MATERIAL FOR THIS TASK:

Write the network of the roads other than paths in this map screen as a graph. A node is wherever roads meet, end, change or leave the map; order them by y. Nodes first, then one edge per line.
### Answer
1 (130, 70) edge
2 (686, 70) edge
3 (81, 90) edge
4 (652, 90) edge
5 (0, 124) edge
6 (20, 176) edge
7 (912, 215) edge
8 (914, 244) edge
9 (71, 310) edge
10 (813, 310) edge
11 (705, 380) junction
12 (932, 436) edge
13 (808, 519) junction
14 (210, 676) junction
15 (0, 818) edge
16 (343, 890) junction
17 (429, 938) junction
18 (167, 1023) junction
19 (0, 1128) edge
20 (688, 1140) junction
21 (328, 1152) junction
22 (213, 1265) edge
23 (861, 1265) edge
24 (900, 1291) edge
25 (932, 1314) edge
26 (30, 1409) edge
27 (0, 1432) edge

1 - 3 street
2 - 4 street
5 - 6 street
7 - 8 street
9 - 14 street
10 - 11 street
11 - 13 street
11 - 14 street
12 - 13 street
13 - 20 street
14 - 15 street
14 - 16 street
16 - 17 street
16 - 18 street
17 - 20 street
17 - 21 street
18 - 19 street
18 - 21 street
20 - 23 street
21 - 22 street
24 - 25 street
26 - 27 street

TASK DESCRIPTION:
The whole listing above should be copied out exactly, line by line.

RESULT OF THIS EXERCISE:
Write the network of the roads other than paths in this map screen as a graph. A node is wherever roads meet, end, change or leave the map; order them by y. Nodes first, then one edge per line.
### Answer
1 (130, 70) edge
2 (686, 70) edge
3 (81, 90) edge
4 (652, 90) edge
5 (0, 124) edge
6 (20, 176) edge
7 (912, 215) edge
8 (914, 244) edge
9 (71, 310) edge
10 (813, 310) edge
11 (705, 380) junction
12 (932, 436) edge
13 (808, 519) junction
14 (210, 676) junction
15 (0, 818) edge
16 (343, 890) junction
17 (429, 938) junction
18 (167, 1023) junction
19 (0, 1128) edge
20 (688, 1140) junction
21 (328, 1152) junction
22 (213, 1265) edge
23 (861, 1265) edge
24 (900, 1291) edge
25 (932, 1314) edge
26 (30, 1409) edge
27 (0, 1432) edge

1 - 3 street
2 - 4 street
5 - 6 street
7 - 8 street
9 - 14 street
10 - 11 street
11 - 13 street
11 - 14 street
12 - 13 street
13 - 20 street
14 - 15 street
14 - 16 street
16 - 17 street
16 - 18 street
17 - 20 street
17 - 21 street
18 - 19 street
18 - 21 street
20 - 23 street
21 - 22 street
24 - 25 street
26 - 27 street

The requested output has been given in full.